Posted by atrida em Terça-feira, Julho 28, 2009

Muita coisa muda com o tempo. A Espanha não.

Jornal “DESPERTADOR”, Elvas, 22 de Julho de 2009
ESTRANHO CONCEITO DE AMIZADE (UMA ESTRANHA HOMENAGEM)

O dia 11 de Julho de 2009 passou quase sem sobressaltos em Portugal. E, todavia, algo se passou que poderia ter deixado estupefacto qualquer cidadão mais atento. Em Olivença, foi oficialmente inaugurada uma estátua a Manuel Godoy, colocada numa sala da Torre de Menagem do Século XV ( Reinado de D. João II). Algumas declarações proferidas causam algum espanto… pelo menos, a um Português.
Importa dizer algo sobre quem foi Manuel Godoy, para que se percebam as considerações que sobre tal se irão tecer.
Assim, Godoy era o chefe do Governo espanhol no final do século XVIII. A sua mãe era portuguesa. Em 1793, as tropas portuguesas, ao abrigo duma aliança com Espanha, estavam a combater a Revolução Francesa no Rossilhão. O executivo espanhol não hesitou em tentar fazer a paz, sem avisar o seu aliado. Pela Paz de Basileia, Godoy conseguiu
este desiderato, passando a Espanha a ser uma aliada da França, e recebeu o título de Príncipe da Paz. Os
regimentos portugueses ficaram a “fazer a guerra sozinhos”. Tiveram de retirar (curiosamente, dois eram de Olivença).
Entre 1795 e 1801, Portugal tentou fazer a paz com a França Revolucionária, e Godoy foi-se oferecendo como “embaixador da Paz”, prometendo tudo a Portugal, e promovendo encontros diplomáticos, incluindo entre as casas reais dos dois Estados Ibéricos. Isto não o impediu de chefiar as tropas espanholas que, com a França como
instigadora, invadiram Portugal em 1801, tomando Olivença em 20 de Maio (Guerra das Laranjas). Sabe-se que os oliventinos ficaram desagradados com tal situação. Ofenderam os ocupantes, e muitos terão olhado para a Torre de Menagem, como símbolo do seu orgulho… que os tinha levado a abandonar a sua povoação em 1657, e até 1668,
durante uma ocupação espanhola durante a Guerra da Restauração.
Entre 1801 e 1811, houve protestos em Olivença.
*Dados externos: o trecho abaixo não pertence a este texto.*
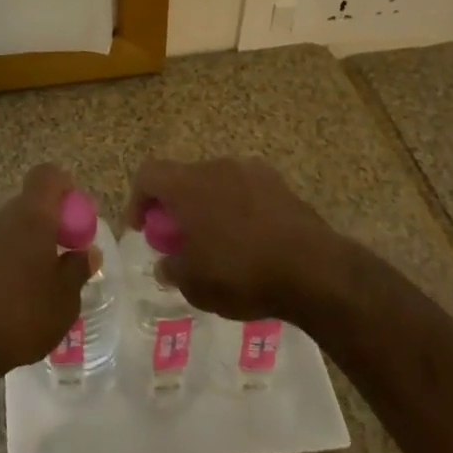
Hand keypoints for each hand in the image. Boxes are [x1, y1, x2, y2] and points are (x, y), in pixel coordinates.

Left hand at [0, 164, 99, 390]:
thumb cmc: (21, 314)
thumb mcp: (64, 298)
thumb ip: (78, 269)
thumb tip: (88, 251)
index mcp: (31, 214)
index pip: (47, 175)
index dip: (65, 188)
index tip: (77, 217)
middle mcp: (2, 215)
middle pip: (31, 203)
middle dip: (50, 223)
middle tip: (65, 256)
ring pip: (12, 227)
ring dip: (29, 244)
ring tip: (42, 284)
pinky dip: (10, 261)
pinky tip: (16, 298)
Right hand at [125, 157, 339, 322]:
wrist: (313, 269)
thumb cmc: (242, 274)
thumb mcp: (195, 285)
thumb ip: (172, 269)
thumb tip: (166, 263)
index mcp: (187, 184)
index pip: (148, 175)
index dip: (138, 200)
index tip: (143, 229)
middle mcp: (215, 167)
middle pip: (183, 177)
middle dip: (176, 206)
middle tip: (181, 241)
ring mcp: (250, 171)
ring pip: (216, 182)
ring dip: (208, 206)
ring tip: (218, 243)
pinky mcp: (279, 183)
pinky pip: (245, 190)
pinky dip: (238, 209)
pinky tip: (251, 241)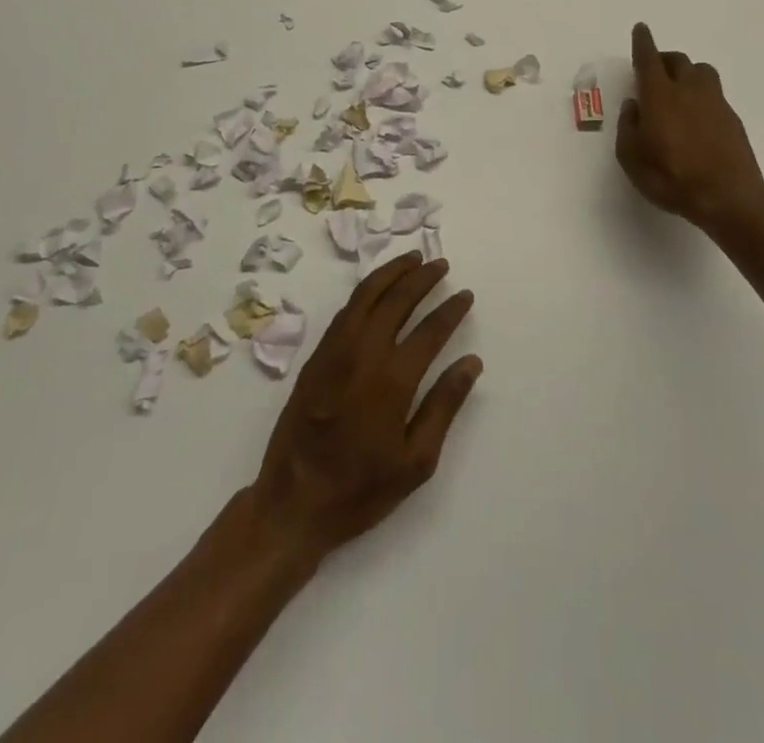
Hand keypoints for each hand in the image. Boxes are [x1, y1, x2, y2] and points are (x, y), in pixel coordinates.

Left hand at [252, 253, 480, 561]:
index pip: (429, 330)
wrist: (293, 503)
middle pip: (396, 300)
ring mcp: (334, 351)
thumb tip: (471, 362)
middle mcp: (362, 354)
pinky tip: (377, 288)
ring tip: (412, 259)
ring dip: (391, 273)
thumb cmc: (360, 490)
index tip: (466, 295)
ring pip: (366, 295)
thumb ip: (444, 406)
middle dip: (422, 277)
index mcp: (391, 381)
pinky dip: (365, 290)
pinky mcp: (316, 356)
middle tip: (440, 264)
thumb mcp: (415, 462)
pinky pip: (345, 310)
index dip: (451, 309)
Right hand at [617, 22, 763, 234]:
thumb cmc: (671, 177)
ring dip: (687, 72)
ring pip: (701, 71)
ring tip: (678, 89)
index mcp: (660, 96)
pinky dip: (701, 95)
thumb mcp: (632, 157)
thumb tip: (634, 106)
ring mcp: (715, 103)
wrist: (728, 197)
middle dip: (663, 59)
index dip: (643, 43)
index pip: (649, 59)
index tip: (641, 29)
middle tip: (653, 71)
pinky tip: (696, 116)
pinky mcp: (732, 118)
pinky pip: (714, 94)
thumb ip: (629, 127)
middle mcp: (688, 90)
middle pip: (678, 60)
Godoy chegou a prometer tender a esses protestos, um dos quais ia no sentido da devolução da localidade à coroa portuguesa. Godoy que, por ter enredado a Espanha nos meandros da política francesa, transformando-a numa espécie de protectorado, foi derrubado por uma revolta popular contra ele e contra a França (o célebre 2 de Maio de 1808).
O resto e conhecido. Portugal considera que recuperou o direito a Olivença, principalmente após o Congresso de Viena de Áustria em 1815. Por outro lado, procedeu-se a uma castelhanização intensa em Olivença, que produziu muitos traumas e sofrimentos na população local.
Depois de 1974 e 1975, as relações entre Portugal e Espanha têm vindo a melhorar, evitando-se actos mais ou menos hostis. Busca-se a amizade e a cooperação, procuram-se laços históricos comuns. Por isso, o que se passou em 11 de Julho de 2009 parece ser uma contradição. Recorda-se o conquistador, coloca-se uma estátua sua numa sala da
portuguesíssima Torre de Menagem, e pronunciam-se discursos verdadeiramente inesperados. Afirma-se que “como
Godoy era pacense de nascimento e português pela parte da mãe, foi o artífice (…) de que Olivença voltasse a ser espanhola depois de 504 anos em poder de Portugal” (por que razão, então, durante a União Ibérica de 1580-1640 Madrid a manteve como portuguesa?). Fala-se também em incentivar Portugal a prosseguir com a construção do
TGV, e na necessidade de “ampliar” as relações com o País vizinho. Voltou-se a afirmar que Olivença figura nos arquivos da C.I.A. como um lugar potencialmente perigoso (o que não corresponde minimamente à verdade, como muito bem sabe quem tal proferiu), e, numa insinuação à Questão de Olivença, disse-se que “hoje, não teria sentido marcar fronteiras onde elas não existem”. Esta afirmação acaba por ser quase hilariante, já que Portuga não reconhece nenhuma fronteira diante de Olivença, e portanto parece querer-se dizer que Portugal nunca a deverá colocar, e que está a ser um pioneiro! Mas, claro, o sentido era bem outro.
Isto tudo foi dito por altos responsáveis da Junta da Extremadura e da Câmara de Olivença. Como se pode compreender toda esta cerimónia, ou homenagem, num quadro de um óptimo relacionamento Portugal-Espanha, e entre o Alentejo e a Extremadura espanhola, é algo que, penso, não é de fácil compreensão. Mas… enfim… cada País fará as homenagens que entender, consoante a sua leitura da História. Neste caso, decididamente, Portugal e Espanha frequentaram escolas diferentes.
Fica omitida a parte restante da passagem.